Addressing the proposals, Maroš Šefčovič, Executive Vice-President for European Green Deal, Interinstitutional Relations and Foresight said: “The United Kingdom’s withdrawal from the European Union has hit young people in the EU and the UK who would like to study, work and live abroad particularly hard. Today, we take the first step towards an ambitious but realistic agreement between the EU and the UK that would fix this issue. Our aim is to rebuild human bridges between young Europeans on both sides of the Channel.”
However, on Friday evening the UK government responded and appeared to categorically rule out any post-Brexit mobility deal with the EU, with a government spokesperson stating: “We are not introducing an EU-wide youth mobility scheme – free movement within the EU was ended and there are no plans to introduce it.”

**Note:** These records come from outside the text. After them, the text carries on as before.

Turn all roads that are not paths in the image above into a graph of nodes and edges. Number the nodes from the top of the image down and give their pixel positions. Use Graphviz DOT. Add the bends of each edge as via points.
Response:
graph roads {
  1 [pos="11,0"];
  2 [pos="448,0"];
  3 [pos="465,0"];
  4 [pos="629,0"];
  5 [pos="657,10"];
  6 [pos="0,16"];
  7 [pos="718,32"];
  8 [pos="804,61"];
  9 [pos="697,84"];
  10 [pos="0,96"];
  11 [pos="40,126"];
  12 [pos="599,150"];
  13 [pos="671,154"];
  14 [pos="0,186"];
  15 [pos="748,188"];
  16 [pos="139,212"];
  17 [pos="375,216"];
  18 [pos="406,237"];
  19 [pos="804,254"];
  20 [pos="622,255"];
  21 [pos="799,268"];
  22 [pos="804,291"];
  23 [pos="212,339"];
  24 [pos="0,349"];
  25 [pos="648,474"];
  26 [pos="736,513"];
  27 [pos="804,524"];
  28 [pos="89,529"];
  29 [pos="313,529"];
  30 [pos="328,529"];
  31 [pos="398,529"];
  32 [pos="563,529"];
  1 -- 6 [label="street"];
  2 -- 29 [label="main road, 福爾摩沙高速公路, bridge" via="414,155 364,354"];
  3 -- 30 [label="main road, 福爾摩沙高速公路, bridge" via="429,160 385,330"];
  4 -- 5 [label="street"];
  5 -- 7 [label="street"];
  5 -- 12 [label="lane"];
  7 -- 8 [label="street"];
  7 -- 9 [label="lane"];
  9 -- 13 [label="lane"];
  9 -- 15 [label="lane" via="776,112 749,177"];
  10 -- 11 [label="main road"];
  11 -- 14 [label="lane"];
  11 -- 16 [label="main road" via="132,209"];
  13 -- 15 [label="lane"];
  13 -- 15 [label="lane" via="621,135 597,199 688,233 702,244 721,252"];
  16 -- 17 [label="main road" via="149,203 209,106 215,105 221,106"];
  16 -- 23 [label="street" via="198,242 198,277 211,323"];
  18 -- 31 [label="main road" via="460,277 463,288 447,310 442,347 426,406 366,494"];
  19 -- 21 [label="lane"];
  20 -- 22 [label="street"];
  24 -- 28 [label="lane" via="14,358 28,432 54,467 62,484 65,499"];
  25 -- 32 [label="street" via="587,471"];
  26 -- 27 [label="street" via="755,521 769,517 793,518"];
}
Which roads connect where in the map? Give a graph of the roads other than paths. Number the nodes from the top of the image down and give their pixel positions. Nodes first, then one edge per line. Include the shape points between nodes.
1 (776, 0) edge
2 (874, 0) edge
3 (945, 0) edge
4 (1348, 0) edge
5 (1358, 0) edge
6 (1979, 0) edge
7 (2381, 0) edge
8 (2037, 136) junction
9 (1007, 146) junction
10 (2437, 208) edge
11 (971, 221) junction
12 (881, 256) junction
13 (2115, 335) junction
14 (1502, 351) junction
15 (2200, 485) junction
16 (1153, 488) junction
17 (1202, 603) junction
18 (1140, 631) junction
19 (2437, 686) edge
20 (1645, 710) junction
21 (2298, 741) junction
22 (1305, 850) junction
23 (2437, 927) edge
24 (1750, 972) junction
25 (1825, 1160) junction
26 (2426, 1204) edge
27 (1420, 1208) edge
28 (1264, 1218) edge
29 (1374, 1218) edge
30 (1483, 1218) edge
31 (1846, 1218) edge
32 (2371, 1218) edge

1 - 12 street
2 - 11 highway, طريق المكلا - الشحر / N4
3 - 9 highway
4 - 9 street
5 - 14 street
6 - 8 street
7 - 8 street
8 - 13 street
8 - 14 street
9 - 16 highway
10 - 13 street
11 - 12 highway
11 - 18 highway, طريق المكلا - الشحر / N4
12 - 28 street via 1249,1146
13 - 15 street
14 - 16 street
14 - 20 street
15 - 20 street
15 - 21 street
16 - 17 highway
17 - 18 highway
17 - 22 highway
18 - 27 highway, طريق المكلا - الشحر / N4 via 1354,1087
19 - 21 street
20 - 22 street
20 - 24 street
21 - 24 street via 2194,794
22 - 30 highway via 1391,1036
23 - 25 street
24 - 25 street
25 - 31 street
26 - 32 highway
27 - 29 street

The proposed EU scheme would not exactly replicate the free movement regime, as the permission granted would be time-limited, and UK participants would only be able to stay in the EU country that accepted them. However, it would significantly reduce immigration controls on young people moving between the UK and EU, with no recommended cap on overall numbers.
Background to the proposal
According to the Commission, the withdrawal of the UK from the EU has resulted in decreased mobility between the EU and the UK. This situation has particularly affected the opportunities for young people to experience life on the other side of the Channel and to benefit from youth, cultural, educational, research and training exchanges.
The proposal seeks to address the main barriers to mobility for young people experienced today and create a right for young people to travel from the EU to the UK and vice-versa more easily and for a longer period of time.
What did the EU propose?
The EU’s proposed agreement would be at a bloc-wide level, not a collection of parallel bilateral deals at the level of the Member States. The European Commission has said the deal would be a limited arrangement, not a restoration of free movement.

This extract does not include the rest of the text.